Say Less

Inspiration

We've all been there: you open Telegram and see seventeen 3-minute voice messages from a friend recapping their entire day. You want to stay connected, but who has time to listen to 51 minutes of audio while commuting, working, or just trying to live life? The modern communication paradox is real, voice messages are more personal than text, but they're also time vampires. We wanted to solve this without losing the emotional richness that makes voice messages special in the first place. Say Less was born from a simple question: "What if there's a fun fast way to listen to these messages?"

What it does

Say Less is a Telegram bot that transforms long-winded voice messages into bite-sized soundbites and reacts with an emoji that captures the speaker's vibe.

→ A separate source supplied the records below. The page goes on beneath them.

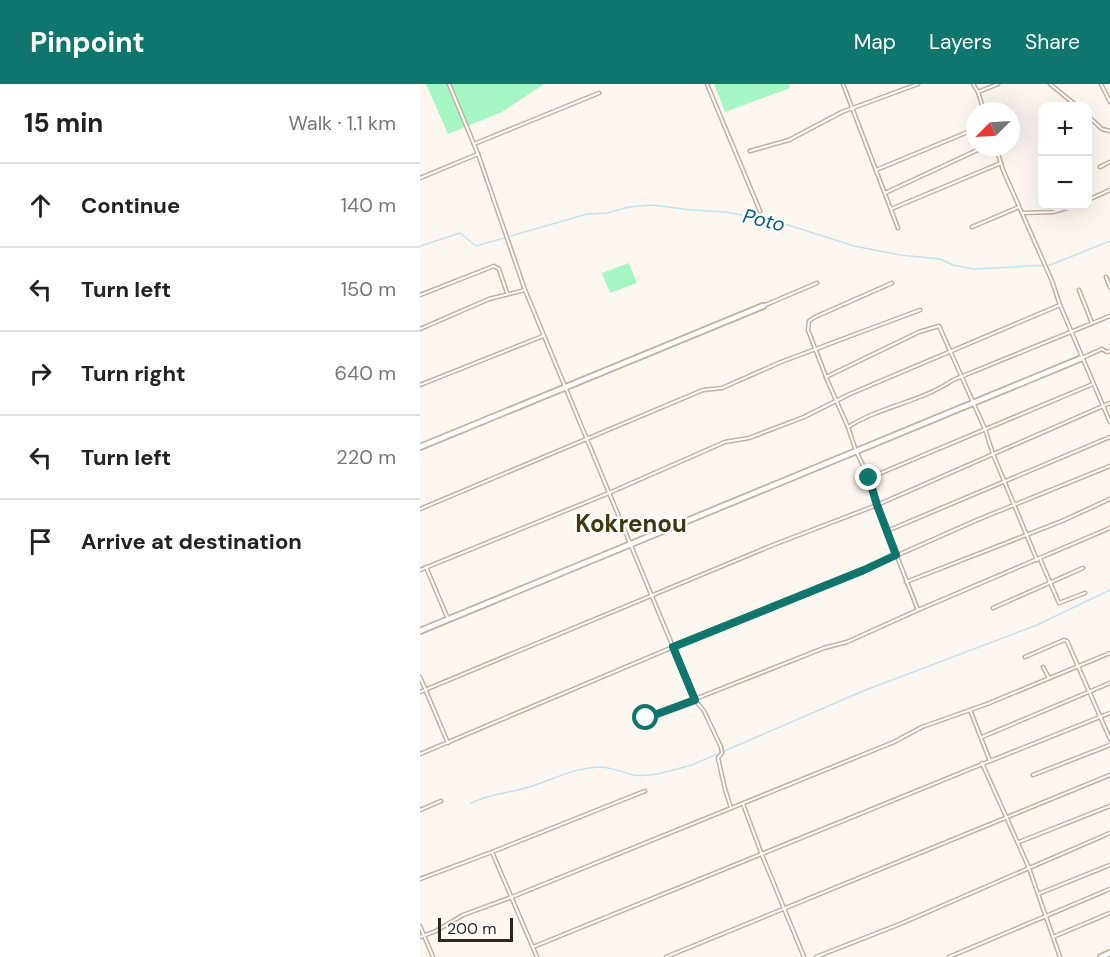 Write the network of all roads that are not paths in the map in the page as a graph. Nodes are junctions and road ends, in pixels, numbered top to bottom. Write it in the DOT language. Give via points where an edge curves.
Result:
graph roads {
  1 [pos="449,84"];
  2 [pos="707,84"];
  3 [pos="843,84"];
  4 [pos="918,84"];
  5 [pos="973,84"];
  6 [pos="998,84"];
  7 [pos="1050,84"];
  8 [pos="1101,84"];
  9 [pos="978,92"];
  10 [pos="599,93"];
  11 [pos="981,102"];
  12 [pos="1072,102"];
  13 [pos="1110,102"];
  14 [pos="853,108"];
  15 [pos="1092,120"];
  16 [pos="1110,131"];
  17 [pos="966,133"];
  18 [pos="474,144"];
  19 [pos="750,151"];
  20 [pos="478,154"];
  21 [pos="966,155"];
  22 [pos="999,156"];
  23 [pos="1110,162"];
  24 [pos="1001,163"];
  25 [pos="1100,167"];
  26 [pos="876,170"];
  27 [pos="420,177"];
  28 [pos="1110,190"];
  29 [pos="885,193"];
  30 [pos="1092,198"];
  31 [pos="1019,207"];
  32 [pos="891,209"];
  33 [pos="1060,210"];
  34 [pos="760,211"];
  35 [pos="1022,213"];
  36 [pos="972,227"];
  37 [pos="898,228"];
  38 [pos="1106,277"];
  39 [pos="818,283"];
  40 [pos="892,283"];
  41 [pos="1110,287"];
  42 [pos="525,290"];
  43 [pos="1079,290"];
  44 [pos="507,294"];
  45 [pos="420,296"];
  46 [pos="1060,305"];
  47 [pos="763,306"];
  48 [pos="920,310"];
  49 [pos="1110,316"];
  50 [pos="1092,323"];
  51 [pos="420,329"];
  52 [pos="1072,332"];
  53 [pos="544,336"];
  54 [pos="817,350"];
  55 [pos="951,350"];
  56 [pos="1110,351"];
  57 [pos="1082,358"];
  58 [pos="826,377"];
  59 [pos="961,377"];
  60 [pos="1093,384"];
  61 [pos="420,385"];
  62 [pos="566,387"];
  63 [pos="837,402"];
  64 [pos="973,404"];
  65 [pos="1110,404"];
  66 [pos="1102,407"];
  67 [pos="1110,422"];
  68 [pos="848,427"];
  69 [pos="985,429"];
  70 [pos="1110,437"];
  71 [pos="587,440"];
  72 [pos="420,447"];
  73 [pos="856,451"];
  74 [pos="993,454"];
  75 [pos="1110,466"];
  76 [pos="869,478"];
  77 [pos="1004,482"];
  78 [pos="609,493"];
  79 [pos="1110,499"];
  80 [pos="877,505"];
  81 [pos="1015,505"];
  82 [pos="420,508"];
  83 [pos="1110,528"];
  84 [pos="887,531"];
  85 [pos="1027,534"];
  86 [pos="630,544"];
  87 [pos="896,555"];
  88 [pos="1039,560"];
  89 [pos="426,567"];
  90 [pos="1083,568"];
  91 [pos="420,570"];
  92 [pos="906,582"];
  93 [pos="1050,583"];
  94 [pos="1085,593"];
  95 [pos="652,597"];
  96 [pos="993,608"];
  97 [pos="918,610"];
  98 [pos="448,619"];
  99 [pos="420,631"];
  100 [pos="673,647"];
  101 [pos="1110,653"];
  102 [pos="1025,657"];
  103 [pos="1078,666"];
  104 [pos="1043,667"];
  105 [pos="420,677"];
  106 [pos="1049,678"];
  107 [pos="1110,683"];
  108 [pos="425,690"];
  109 [pos="420,692"];
  110 [pos="1089,692"];
  111 [pos="695,700"];
  112 [pos="970,710"];
  113 [pos="1110,713"];
  114 [pos="1101,717"];
  115 [pos="646,718"];
  116 [pos="981,737"];
  117 [pos="1110,739"];
  118 [pos="448,743"];
  119 [pos="1110,745"];
  120 [pos="420,754"];
  121 [pos="990,761"];
  122 [pos="982,763"];
  123 [pos="1033,775"];
  124 [pos="1110,775"];
  125 [pos="645,791"];
  126 [pos="441,801"];
  127 [pos="743,803"];
  128 [pos="1110,806"];
  129 [pos="731,808"];
  130 [pos="420,810"];
  131 [pos="1007,817"];
  132 [pos="1110,833"];
  133 [pos="1019,843"];
  134 [pos="492,852"];
  135 [pos="762,855"];
  136 [pos="1110,865"];
  137 [pos="1029,868"];
  138 [pos="420,879"];
  139 [pos="1110,890"];
  140 [pos="1038,894"];
  141 [pos="512,897"];
  142 [pos="785,909"];
  143 [pos="1110,913"];
  144 [pos="1045,916"];
  145 [pos="420,926"];
  146 [pos="422,937"];
  147 [pos="1053,937"];
  148 [pos="533,947"];
  149 [pos="1110,953"];
  150 [pos="433,957"];
  151 [pos="537,957"];
  152 [pos="666,957"];
  153 [pos="804,957"];
  154 [pos="816,957"];
  155 [pos="949,957"];
  156 [pos="1060,957"];
  157 [pos="1101,957"];
  1 -- 18 [label="street"];
  2 -- 34 [label="street"];
  3 -- 14 [label="street"];
  4 -- 14 [label="street"];
  5 -- 9 [label="street"];
  6 -- 9 [label="street"];
  7 -- 12 [label="street"];
  8 -- 13 [label="street"];
  9 -- 11 [label="street"];
  10 -- 18 [label="street"];
  14 -- 19 [label="street" via="789,140"];
  14 -- 26 [label="street"];
  15 -- 16 [label="street"];
  17 -- 26 [label="street"];
  18 -- 20 [label="street"];
  20 -- 27 [label="street"];
  20 -- 42 [label="street"];
  21 -- 29 [label="street"];
  22 -- 24 [label="street"];
  23 -- 25 [label="street"];
  24 -- 31 [label="street"];
  24 -- 32 [label="street"];
  26 -- 29 [label="street"];
  28 -- 30 [label="street"];
  29 -- 32 [label="street"];
  31 -- 35 [label="street"];
  31 -- 36 [label="street"];
  32 -- 37 [label="street"];
  33 -- 35 [label="street"];
  35 -- 46 [label="street"];
  38 -- 41 [label="street"];
  39 -- 47 [label="street"];
  40 -- 54 [label="street" via="812,319 808,330"];
  42 -- 44 [label="street"];
  42 -- 53 [label="street"];
  43 -- 50 [label="street"];
  44 -- 45 [label="street" via="499,269 494,266"];
  44 -- 51 [label="street"];
  46 -- 52 [label="street"];
  46 -- 55 [label="street"];
  47 -- 62 [label="street"];
  48 -- 54 [label="street"];
  49 -- 50 [label="street"];
  50 -- 52 [label="street"];
  52 -- 57 [label="street"];
  52 -- 59 [label="street"];
  53 -- 61 [label="street"];
  53 -- 62 [label="street"];
  54 -- 58 [label="street"];
  54 -- 71 [label="street" via="722,388 703,390"];
  55 -- 58 [label="street" via="939,326"];
  55 -- 59 [label="street"];
  55 -- 63 [label="street"];
  56 -- 57 [label="street" via="1102,349"];
  57 -- 60 [label="street"];
  57 -- 64 [label="street"];
  58 -- 63 [label="street"];
  59 -- 64 [label="street"];
  59 -- 68 [label="street"];
  60 -- 66 [label="street"];
  60 -- 69 [label="street"];
  62 -- 71 [label="street"];
  62 -- 72 [label="street"];
  63 -- 68 [label="street"];
  63 -- 78 [label="street" via="749,438 725,442"];
  64 -- 69 [label="street"];
  64 -- 73 [label="street"];
  65 -- 66 [label="street"];
  66 -- 67 [label="street"];
  66 -- 74 [label="street"];
  68 -- 73 [label="street"];
  69 -- 74 [label="street"];
  69 -- 76 [label="street"];
  70 -- 77 [label="street"];
  71 -- 78 [label="street"];
  71 -- 82 [label="street"];
  73 -- 76 [label="street"];
  73 -- 86 [label="street"];
  74 -- 77 [label="street"];
  74 -- 80 [label="street"];
  75 -- 81 [label="street"];
  76 -- 80 [label="street"];
  77 -- 81 [label="street"];
  77 -- 84 [label="street"];
  78 -- 86 [label="street"];
  78 -- 89 [label="street"];
  79 -- 85 [label="street"];
  80 -- 84 [label="street"];
  80 -- 95 [label="street"];
  81 -- 85 [label="street"];
  81 -- 87 [label="street"];
  83 -- 88 [label="street"];
  84 -- 87 [label="street"];
  85 -- 88 [label="street"];
  85 -- 92 [label="street"];
  86 -- 95 [label="street"];
  86 -- 98 [label="street"];
  87 -- 92 [label="street"];
  87 -- 100 [label="street"];
  88 -- 93 [label="street"];
  88 -- 97 [label="street"];
  89 -- 91 [label="street"];
  89 -- 98 [label="street"];
  90 -- 93 [label="street"];
  92 -- 97 [label="street"];
  93 -- 94 [label="street" via="1059,603"];
  93 -- 96 [label="street"];
  95 -- 100 [label="street"];
  95 -- 108 [label="street"];
  97 -- 111 [label="street" via="847,642"];
  98 -- 99 [label="street"];
  100 -- 111 [label="street"];
  100 -- 118 [label="street"];
  101 -- 103 [label="street"];
  102 -- 103 [label="street" via="1064,640"];
  103 -- 106 [label="street"];
  103 -- 110 [label="street"];
  104 -- 106 [label="street"];
  105 -- 108 [label="street"];
  106 -- 112 [label="street"];
  107 -- 110 [label="street"];
  108 -- 109 [label="street"];
  108 -- 118 [label="street"];
  110 -- 114 [label="street"];
  110 -- 116 [label="street"];
  111 -- 115 [label="street"];
  111 -- 129 [label="street" via="723,753 718,758 719,766"];
  112 -- 116 [label="street"];
  112 -- 127 [label="street"];
  113 -- 114 [label="street"];
  114 -- 117 [label="street"];
  114 -- 121 [label="street"];
  116 -- 121 [label="street"];
  118 -- 120 [label="street"];
  119 -- 123 [label="street"];
  121 -- 122 [label="street"];
  122 -- 131 [label="street"];
  122 -- 135 [label="street"];
  124 -- 131 [label="street"];
  125 -- 134 [label="street"];
  126 -- 130 [label="street"];
  127 -- 129 [label="street"];
  127 -- 135 [label="street"];
  128 -- 133 [label="street"];
  129 -- 141 [label="street"];
  131 -- 133 [label="street"];
  131 -- 142 [label="street"];
  132 -- 137 [label="street"];
  133 -- 137 [label="street"];
  134 -- 138 [label="street"];
  134 -- 141 [label="street"];
  135 -- 142 [label="street"];
  135 -- 148 [label="street"];
  136 -- 140 [label="street"];
  137 -- 140 [label="street"];
  137 -- 154 [label="street"];
  139 -- 144 [label="street"];
  140 -- 144 [label="street"];
  141 -- 146 [label="street" via="463,915"];
  141 -- 148 [label="street"];
  142 -- 152 [label="street"];
  142 -- 153 [label="street"];
  143 -- 147 [label="street"];
  144 -- 147 [label="street"];
  144 -- 155 [label="street"];
  145 -- 146 [label="street"];
  146 -- 150 [label="street"];
  147 -- 156 [label="street"];
  148 -- 151 [label="street"];
  149 -- 157 [label="street"];
}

You send a voice message (rambling about your day, ranting about traffic, celebrating a win—whatever) Say Less transcribes it using Google Speech Recognition (optimized for Singlish!), extracts the emotional beats using keyword analysis and emotion detection and generates a soundbite by mapping keywords to sound effects (custom sounds for swear words, panic and animal sounds) Replies with the soundbite and slaps an emoji reaction on it that matches your mood (😊, 😤, 😢, etc.) Instead of 3 minutes of rambling, you get a 10-second emotional highlight reel that tells the story through sound.

How we built it

The Tech Stack:

Python & Telebot: Powers the Telegram bot interface
Google Speech Recognition: Transcribes voice messages (with en-SG language support for Singlish)
FFmpeg & PyDub: Handles audio format conversion (.ogg ↔ .wav) and processing
NRCLex + TextBlob Emotion Engine: Dual-layer emotion detection system
YAKE Keyword Extraction: Identifies key moments and themes from rambling speech
Freesound API: Sources royalty-free sound effects for common keywords
Custom Sound Pools: Maps specific words (swear words, animals, emotions) to curated sound files

Challenges we ran into

Extracting Meaningful Keywords from Casual Speech Voice transcriptions are messy. People ramble, repeat themselves, use filler words ("um," "like," "basically"), and don't speak in neat sentences. Our biggest challenge was building a pipeline that could filter out discourse markers and stopwords without losing the story, identify emotional beats vs generic words, and handle multi-word phrases and prioritize action verbs and rare words that carry narrative weight. We went through many iterations of our keyword extraction algorithm. The YAKE algorithm helped, but we still needed custom logic to handle colloquial speech patterns.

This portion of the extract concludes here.